Transcurrida menos de una semana desde que Mubarak abandonó el

poder en Egipto, las fuerzas de seguridad de Gadafi dispararon contra un

numeroso grupo de civiles que se habían reunido para protestar por la

detención de un abogado a favor de los derechos humanos. Al cabo de unos

días, las protestas se habían extendido y murieron más de cien personas.

Una semana después, gran parte del país se había rebelado abiertamente, y

las fuerzas contrarias a Gadafi se hicieron con el control de Bengasi, la

segunda ciudad más grande de Libia. Diplomáticos y antiguos partidarios

del régimen, incluido el embajador libio ante Naciones Unidas, empezaron

a desertar y apelaron a la comunidad internacional para que acudiera al

rescate del pueblo libio.

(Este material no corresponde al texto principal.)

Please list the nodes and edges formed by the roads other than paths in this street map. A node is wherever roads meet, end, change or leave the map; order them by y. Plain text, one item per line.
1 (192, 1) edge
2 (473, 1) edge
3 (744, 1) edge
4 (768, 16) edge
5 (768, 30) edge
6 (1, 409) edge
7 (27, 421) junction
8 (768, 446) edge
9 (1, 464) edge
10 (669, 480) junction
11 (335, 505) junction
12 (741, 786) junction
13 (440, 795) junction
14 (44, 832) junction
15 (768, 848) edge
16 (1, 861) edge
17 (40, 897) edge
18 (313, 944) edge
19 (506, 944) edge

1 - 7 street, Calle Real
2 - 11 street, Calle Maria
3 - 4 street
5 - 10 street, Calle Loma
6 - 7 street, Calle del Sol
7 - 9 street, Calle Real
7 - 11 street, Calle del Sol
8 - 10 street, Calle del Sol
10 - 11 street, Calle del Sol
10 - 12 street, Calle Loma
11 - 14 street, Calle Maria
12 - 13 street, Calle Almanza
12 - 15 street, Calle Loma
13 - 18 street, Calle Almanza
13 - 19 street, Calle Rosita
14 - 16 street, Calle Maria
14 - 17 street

Acusando a los manifestantes de ser tapaderas de

Al Qaeda, Gadafi inició una campaña de terror y declaró: «Arderá todo». A

principios de marzo, el número de muertos había ascendido a mil.

Consternados por la creciente carnicería, pronto hicimos cuanto pudimos

para contener a Gadafi, excepto utilizar la fuerza militar. Le pedí que

renunciara al poder, argumentando que había perdido la legitimidad para

gobernar. Impusimos sanciones económicas, congelamos miles de millones

de dólares en activos que les pertenecían a él y a su familia y, en el Consejo

de Seguridad de Naciones Unidas, aprobamos un embargo armamentístico y

pusimos el caso de Libia en manos del Tribunal Penal Internacional, donde

Gadafi y otros podrían ser juzgados por crímenes contra la humanidad. Pero

el líder libio no se dejó amedrentar. Los analistas pronosticaban que, cuando

las fuerzas de Gadafi llegaran a Bengasi, podían morir miles de personas.